Each record below is to be set down again precisely.

MATERIAL SUPPLIED:
----------

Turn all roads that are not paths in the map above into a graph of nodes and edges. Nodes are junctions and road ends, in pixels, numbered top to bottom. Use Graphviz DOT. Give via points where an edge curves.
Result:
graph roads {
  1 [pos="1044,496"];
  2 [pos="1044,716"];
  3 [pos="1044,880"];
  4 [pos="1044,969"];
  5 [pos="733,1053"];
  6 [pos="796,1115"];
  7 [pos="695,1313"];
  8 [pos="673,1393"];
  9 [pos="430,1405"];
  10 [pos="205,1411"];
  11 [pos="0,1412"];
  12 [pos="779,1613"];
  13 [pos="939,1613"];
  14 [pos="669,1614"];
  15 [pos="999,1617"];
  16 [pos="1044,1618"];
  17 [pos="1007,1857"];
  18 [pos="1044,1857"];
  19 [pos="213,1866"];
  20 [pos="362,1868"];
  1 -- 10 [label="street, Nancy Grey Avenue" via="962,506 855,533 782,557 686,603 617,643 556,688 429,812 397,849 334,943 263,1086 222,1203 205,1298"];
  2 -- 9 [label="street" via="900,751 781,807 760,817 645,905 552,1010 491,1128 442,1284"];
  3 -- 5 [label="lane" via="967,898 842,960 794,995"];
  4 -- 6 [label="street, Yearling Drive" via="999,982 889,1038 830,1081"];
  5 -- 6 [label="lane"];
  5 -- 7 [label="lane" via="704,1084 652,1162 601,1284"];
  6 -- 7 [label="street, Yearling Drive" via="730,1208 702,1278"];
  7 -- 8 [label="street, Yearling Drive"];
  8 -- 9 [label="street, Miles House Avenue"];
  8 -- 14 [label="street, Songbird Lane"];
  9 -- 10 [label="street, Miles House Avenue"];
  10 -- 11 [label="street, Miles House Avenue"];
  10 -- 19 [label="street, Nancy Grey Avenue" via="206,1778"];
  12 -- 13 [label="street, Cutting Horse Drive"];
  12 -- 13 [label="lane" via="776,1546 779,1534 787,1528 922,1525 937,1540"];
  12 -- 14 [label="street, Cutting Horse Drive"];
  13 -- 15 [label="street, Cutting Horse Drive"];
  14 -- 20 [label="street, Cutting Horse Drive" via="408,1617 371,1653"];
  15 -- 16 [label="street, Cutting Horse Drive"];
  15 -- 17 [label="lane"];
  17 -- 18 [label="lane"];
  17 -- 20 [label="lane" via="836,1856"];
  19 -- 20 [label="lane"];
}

----------

EXERCISE RESULT:
Turn all roads that are not paths in the map above into a graph of nodes and edges. Nodes are junctions and road ends, in pixels, numbered top to bottom. Use Graphviz DOT. Give via points where an edge curves.
Result:
graph roads {
  1 [pos="1044,496"];
  2 [pos="1044,716"];
  3 [pos="1044,880"];
  4 [pos="1044,969"];
  5 [pos="733,1053"];
  6 [pos="796,1115"];
  7 [pos="695,1313"];
  8 [pos="673,1393"];
  9 [pos="430,1405"];
  10 [pos="205,1411"];
  11 [pos="0,1412"];
  12 [pos="779,1613"];
  13 [pos="939,1613"];
  14 [pos="669,1614"];
  15 [pos="999,1617"];
  16 [pos="1044,1618"];
  17 [pos="1007,1857"];
  18 [pos="1044,1857"];
  19 [pos="213,1866"];
  20 [pos="362,1868"];
  1 -- 10 [label="street, Nancy Grey Avenue" via="962,506 855,533 782,557 686,603 617,643 556,688 429,812 397,849 334,943 263,1086 222,1203 205,1298"];
  2 -- 9 [label="street" via="900,751 781,807 760,817 645,905 552,1010 491,1128 442,1284"];
  3 -- 5 [label="lane" via="967,898 842,960 794,995"];
  4 -- 6 [label="street, Yearling Drive" via="999,982 889,1038 830,1081"];
  5 -- 6 [label="lane"];
  5 -- 7 [label="lane" via="704,1084 652,1162 601,1284"];
  6 -- 7 [label="street, Yearling Drive" via="730,1208 702,1278"];
  7 -- 8 [label="street, Yearling Drive"];
  8 -- 9 [label="street, Miles House Avenue"];
  8 -- 14 [label="street, Songbird Lane"];
  9 -- 10 [label="street, Miles House Avenue"];
  10 -- 11 [label="street, Miles House Avenue"];
  10 -- 19 [label="street, Nancy Grey Avenue" via="206,1778"];
  12 -- 13 [label="street, Cutting Horse Drive"];
  12 -- 13 [label="lane" via="776,1546 779,1534 787,1528 922,1525 937,1540"];
  12 -- 14 [label="street, Cutting Horse Drive"];
  13 -- 15 [label="street, Cutting Horse Drive"];
  14 -- 20 [label="street, Cutting Horse Drive" via="408,1617 371,1653"];
  15 -- 16 [label="street, Cutting Horse Drive"];
  15 -- 17 [label="lane"];
  17 -- 18 [label="lane"];
  17 -- 20 [label="lane" via="836,1856"];
  19 -- 20 [label="lane"];
}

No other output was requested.